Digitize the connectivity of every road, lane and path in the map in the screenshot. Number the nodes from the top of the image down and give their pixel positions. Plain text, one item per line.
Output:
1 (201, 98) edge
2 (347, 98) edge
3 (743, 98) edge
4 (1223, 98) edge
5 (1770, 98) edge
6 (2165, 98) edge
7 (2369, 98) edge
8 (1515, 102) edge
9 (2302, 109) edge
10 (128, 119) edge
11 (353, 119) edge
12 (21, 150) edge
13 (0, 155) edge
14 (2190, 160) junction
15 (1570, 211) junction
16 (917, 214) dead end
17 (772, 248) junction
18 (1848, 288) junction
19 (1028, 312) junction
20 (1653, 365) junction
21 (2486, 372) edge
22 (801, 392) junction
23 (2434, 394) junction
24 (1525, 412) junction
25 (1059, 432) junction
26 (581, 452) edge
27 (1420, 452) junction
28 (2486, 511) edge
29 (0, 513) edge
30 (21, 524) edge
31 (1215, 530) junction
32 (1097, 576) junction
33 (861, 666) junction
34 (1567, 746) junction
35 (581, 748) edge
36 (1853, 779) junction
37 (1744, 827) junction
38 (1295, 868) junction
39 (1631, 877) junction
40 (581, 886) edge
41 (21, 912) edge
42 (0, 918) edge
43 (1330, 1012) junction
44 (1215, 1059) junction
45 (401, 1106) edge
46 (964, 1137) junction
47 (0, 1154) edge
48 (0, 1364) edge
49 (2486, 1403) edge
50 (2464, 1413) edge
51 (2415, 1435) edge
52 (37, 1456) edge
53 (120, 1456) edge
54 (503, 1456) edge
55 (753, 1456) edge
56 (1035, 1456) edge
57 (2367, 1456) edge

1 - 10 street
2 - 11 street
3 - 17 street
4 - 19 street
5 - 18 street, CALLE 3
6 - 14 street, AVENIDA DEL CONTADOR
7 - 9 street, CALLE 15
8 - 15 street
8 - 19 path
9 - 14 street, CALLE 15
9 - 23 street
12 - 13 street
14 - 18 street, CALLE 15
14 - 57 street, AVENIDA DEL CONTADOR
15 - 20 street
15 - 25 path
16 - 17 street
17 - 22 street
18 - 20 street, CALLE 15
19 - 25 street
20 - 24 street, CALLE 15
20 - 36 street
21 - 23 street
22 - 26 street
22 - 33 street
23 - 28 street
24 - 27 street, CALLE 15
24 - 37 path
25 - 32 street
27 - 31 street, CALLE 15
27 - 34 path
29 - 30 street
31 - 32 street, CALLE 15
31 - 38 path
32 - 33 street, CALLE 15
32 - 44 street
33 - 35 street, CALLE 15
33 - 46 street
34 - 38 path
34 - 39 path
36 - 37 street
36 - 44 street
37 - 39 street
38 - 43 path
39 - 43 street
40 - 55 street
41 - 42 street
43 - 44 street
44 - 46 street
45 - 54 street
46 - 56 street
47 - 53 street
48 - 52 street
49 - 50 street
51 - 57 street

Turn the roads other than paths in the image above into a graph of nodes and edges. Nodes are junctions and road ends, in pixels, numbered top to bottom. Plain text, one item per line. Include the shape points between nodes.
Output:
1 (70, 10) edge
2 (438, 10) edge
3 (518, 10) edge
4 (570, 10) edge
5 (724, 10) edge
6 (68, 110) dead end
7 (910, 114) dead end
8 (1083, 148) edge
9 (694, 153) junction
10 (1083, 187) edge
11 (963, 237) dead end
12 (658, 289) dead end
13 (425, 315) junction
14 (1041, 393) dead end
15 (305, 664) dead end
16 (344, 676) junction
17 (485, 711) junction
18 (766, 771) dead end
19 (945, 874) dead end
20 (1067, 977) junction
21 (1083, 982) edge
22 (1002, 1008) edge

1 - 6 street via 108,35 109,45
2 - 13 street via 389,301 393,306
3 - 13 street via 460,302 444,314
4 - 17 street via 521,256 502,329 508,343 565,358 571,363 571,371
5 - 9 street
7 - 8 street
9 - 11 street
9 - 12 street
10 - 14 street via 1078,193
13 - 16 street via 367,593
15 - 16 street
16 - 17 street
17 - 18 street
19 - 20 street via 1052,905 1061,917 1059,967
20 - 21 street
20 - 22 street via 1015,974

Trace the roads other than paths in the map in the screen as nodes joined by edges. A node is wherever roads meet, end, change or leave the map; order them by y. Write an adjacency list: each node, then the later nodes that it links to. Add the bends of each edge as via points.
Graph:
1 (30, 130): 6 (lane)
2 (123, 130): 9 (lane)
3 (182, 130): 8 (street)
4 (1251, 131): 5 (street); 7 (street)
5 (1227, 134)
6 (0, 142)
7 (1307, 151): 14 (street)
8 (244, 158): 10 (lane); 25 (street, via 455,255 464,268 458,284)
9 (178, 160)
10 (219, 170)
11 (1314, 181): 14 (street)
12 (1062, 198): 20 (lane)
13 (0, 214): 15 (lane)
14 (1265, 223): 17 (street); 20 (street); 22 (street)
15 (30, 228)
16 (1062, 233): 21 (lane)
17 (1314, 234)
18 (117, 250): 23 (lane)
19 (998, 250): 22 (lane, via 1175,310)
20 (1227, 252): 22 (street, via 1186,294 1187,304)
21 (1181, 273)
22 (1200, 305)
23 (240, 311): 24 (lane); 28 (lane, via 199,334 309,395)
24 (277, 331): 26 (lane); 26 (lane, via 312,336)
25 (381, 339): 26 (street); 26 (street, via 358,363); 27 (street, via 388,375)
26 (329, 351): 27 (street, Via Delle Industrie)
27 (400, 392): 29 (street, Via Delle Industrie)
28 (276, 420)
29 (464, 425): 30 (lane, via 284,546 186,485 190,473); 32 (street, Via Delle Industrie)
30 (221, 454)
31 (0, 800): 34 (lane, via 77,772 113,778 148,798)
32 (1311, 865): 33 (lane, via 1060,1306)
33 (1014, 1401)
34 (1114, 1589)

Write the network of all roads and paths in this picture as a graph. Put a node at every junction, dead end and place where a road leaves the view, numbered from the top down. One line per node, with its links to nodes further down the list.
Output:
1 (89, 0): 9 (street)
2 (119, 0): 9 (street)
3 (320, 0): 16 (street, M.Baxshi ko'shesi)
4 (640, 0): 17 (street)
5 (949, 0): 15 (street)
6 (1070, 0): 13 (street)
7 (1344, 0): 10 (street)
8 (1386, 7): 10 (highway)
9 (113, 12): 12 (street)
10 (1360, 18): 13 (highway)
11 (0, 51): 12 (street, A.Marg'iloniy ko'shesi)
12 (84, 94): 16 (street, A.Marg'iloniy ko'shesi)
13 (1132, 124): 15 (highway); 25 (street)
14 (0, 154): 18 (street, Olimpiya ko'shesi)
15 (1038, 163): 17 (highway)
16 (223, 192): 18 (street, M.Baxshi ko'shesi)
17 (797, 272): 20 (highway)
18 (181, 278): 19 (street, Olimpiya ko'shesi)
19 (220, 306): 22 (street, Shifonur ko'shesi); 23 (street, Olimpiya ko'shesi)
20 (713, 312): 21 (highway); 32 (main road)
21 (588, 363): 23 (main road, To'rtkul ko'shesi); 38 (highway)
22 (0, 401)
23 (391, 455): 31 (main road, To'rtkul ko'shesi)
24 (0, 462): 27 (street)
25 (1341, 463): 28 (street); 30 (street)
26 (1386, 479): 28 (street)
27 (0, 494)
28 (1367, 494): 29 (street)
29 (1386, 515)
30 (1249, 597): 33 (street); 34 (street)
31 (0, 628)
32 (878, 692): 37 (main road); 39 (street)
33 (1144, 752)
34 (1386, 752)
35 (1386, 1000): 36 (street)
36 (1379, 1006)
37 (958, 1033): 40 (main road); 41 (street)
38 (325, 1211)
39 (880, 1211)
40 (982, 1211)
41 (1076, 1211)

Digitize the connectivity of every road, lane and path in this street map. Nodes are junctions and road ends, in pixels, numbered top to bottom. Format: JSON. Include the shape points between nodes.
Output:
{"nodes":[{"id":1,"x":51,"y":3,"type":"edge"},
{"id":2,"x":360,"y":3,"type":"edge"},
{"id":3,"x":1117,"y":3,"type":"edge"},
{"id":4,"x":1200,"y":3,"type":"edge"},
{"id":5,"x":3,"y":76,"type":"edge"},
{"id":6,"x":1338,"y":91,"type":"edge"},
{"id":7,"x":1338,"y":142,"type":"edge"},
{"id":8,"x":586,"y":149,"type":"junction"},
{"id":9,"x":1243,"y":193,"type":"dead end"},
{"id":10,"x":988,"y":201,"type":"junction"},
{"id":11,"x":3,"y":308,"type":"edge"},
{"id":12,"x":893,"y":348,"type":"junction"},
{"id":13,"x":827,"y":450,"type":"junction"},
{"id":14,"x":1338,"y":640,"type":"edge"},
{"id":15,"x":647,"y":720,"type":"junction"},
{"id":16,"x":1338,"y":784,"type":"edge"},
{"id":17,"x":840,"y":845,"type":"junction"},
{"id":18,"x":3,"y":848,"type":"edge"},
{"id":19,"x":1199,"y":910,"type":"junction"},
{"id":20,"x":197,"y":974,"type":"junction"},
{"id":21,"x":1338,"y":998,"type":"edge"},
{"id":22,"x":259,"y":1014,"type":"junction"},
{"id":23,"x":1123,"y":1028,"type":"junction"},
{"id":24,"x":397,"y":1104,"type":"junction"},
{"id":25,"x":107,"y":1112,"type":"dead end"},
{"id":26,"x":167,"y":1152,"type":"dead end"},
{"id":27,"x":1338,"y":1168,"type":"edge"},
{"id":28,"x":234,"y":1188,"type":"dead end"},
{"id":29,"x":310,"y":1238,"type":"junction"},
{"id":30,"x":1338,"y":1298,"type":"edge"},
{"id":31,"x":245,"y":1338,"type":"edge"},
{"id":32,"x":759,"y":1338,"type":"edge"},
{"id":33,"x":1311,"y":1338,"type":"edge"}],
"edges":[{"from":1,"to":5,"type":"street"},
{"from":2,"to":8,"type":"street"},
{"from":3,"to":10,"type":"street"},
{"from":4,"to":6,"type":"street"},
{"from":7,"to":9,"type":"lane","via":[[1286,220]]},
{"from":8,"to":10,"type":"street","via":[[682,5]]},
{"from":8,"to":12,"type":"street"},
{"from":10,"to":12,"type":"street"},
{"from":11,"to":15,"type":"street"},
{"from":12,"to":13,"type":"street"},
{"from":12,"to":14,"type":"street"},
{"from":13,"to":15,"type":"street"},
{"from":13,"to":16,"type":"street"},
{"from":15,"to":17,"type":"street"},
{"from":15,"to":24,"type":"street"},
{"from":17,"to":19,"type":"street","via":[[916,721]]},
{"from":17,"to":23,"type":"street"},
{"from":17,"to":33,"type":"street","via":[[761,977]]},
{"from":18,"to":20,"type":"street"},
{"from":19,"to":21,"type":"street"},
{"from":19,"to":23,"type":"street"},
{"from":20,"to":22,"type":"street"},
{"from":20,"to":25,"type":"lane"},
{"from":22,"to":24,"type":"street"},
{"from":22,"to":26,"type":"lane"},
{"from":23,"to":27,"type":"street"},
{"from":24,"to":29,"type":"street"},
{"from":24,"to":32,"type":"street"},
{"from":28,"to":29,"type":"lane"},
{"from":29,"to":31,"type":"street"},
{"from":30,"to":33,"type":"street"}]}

──────────────────────────────

# Try it
Where does the word "item" occur in the data? Copy every line that has it.

# Expected answer
Digitize the connectivity of every road, lane and path in the map in the screenshot. Number the nodes from the top of the image down and give their pixel positions. Plain text, one item per line.
Turn the roads other than paths in the image above into a graph of nodes and edges. Nodes are junctions and road ends, in pixels, numbered top to bottom. Plain text, one item per line. Include the shape points between nodes.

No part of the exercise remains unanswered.